Benedito Lima de Toledo: Mas olha, Roberto, a partir de um determinado momento... Tem um estudo da Unesco que mostra que em todos os países do 3º mundo há cidades imensas, do tipo: México, Nova Délhi, etc. E que ou na Europa ou nos Estados Unidos há uma grande rede de cidades médias. A gente estava falando do Raposo Tavares, não adiantou nada ele ter descoberto o país porque concentrou essa população em São Paulo. Ainda nós não começamos a ocupar o Brasil e todo mundo vem pra São Paulo. Nós recebemos de coração aberto, mas é impossível, por exemplo, pleno emprego, se você está recebendo diariamente não sei quantos imigrantes. Esse problema da cidade não pode ser resolvido na cidade. É um problema nacional.

Roberto Pompeo de Toledo: Agora, tem certos estados... O estado de Santa Catarina, por exemplo, é um estado onde, talvez por influência da colonização alemã, não se metropolizou. É um estado de cidades médias.

Ricardo Soares: Joinvile, Blumenau, a própria Florianópolis...

Regina Meyer: Sabe que em Santa Catarina se transformou em 8 metrópoles. Eles dividiram o estado em metrópoles. É o lugar que mais tem metrópoles. Eles pegaram uma porção de...
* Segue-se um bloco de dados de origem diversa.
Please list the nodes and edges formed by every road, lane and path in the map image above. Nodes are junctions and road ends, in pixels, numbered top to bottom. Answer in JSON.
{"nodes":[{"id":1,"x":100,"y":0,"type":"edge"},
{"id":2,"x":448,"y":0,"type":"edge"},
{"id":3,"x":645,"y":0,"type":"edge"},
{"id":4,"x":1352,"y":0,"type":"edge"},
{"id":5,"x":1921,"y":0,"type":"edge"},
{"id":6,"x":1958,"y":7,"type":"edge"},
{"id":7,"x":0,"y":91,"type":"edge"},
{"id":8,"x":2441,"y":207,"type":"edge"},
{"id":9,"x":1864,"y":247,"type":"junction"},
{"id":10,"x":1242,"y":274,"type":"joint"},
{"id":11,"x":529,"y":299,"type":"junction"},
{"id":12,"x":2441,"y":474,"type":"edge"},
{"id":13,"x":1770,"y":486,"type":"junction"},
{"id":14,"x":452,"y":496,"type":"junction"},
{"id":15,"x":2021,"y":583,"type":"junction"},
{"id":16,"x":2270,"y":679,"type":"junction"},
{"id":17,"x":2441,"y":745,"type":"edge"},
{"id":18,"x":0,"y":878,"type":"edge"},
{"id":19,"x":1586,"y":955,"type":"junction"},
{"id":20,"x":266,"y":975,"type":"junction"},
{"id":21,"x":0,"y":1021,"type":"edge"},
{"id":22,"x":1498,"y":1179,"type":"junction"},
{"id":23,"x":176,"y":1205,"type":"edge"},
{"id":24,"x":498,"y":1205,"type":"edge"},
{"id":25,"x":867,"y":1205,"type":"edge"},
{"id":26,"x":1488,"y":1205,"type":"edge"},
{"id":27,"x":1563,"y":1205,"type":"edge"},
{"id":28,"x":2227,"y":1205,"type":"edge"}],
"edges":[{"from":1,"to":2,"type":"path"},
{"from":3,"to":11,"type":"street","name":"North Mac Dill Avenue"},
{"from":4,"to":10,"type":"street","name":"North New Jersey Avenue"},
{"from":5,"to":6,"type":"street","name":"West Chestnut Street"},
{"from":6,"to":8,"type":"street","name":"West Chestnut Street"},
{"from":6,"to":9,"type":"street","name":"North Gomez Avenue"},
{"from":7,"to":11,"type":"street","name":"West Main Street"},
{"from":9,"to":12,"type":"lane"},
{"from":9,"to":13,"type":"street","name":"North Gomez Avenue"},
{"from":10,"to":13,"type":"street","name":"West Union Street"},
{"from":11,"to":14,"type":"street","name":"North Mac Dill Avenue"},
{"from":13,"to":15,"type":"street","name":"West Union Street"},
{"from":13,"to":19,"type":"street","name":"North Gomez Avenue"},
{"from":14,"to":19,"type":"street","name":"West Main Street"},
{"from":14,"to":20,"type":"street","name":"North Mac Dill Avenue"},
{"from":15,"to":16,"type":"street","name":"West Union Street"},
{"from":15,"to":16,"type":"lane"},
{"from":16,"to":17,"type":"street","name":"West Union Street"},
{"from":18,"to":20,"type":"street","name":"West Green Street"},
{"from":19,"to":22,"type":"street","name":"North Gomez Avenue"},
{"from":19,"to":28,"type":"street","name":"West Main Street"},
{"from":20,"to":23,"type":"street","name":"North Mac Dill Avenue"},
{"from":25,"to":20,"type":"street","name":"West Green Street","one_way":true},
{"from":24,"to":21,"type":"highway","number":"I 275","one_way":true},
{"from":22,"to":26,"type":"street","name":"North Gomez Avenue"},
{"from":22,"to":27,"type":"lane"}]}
Roberto Pompeo de Toledo: É, mas tem as cidades médias, né?

Regina Meyer: Mas é o lugar que tem mais metrópoles.

Paulo Markun: Última pergunta.

Ricardo Soares. O autor da A capital da solidão escolheria outra pra viver?

Roberto Pompeo de Toledo: Como é?

Paulo Markun: Se você escolheria outra capital para viver que não São Paulo.

Roberto Pompeo de Toledo: Eu já vivi em outros lugares, mas não acho que... Já vivi no Rio de Janeiro, já vivi em Paris. Voltaria a viver se as circunstâncias me levassem, se a profissão me levasse.

Paulo Markun: Você não é aquela coisa de um caso de amor por São Paulo?

Roberto Pompeo de Toledo: Não, acho que não. Olha, eu gosto e detesto São Paulo. Tenho os dois sentimentos por ela. Agora eu não tenho aquele patriotismo municipal, isso eu não tenho. E gosto de São Paulo como gosto de outras cidades também. Eu gosto mais de São Paulo porque eu nasci aqui e vivi mais tempo aqui. Mas não tenho exclusivismos, não tenho esse fervor municipalista. [risos]

Paulo Markun: Roberto, eu queria agradecer muito a sua participação no nosso programa. Lembro mais uma vez o título do livro, que se chama A capital da solidão. Agradeço aos nossos entrevistadores e a você que está em casa.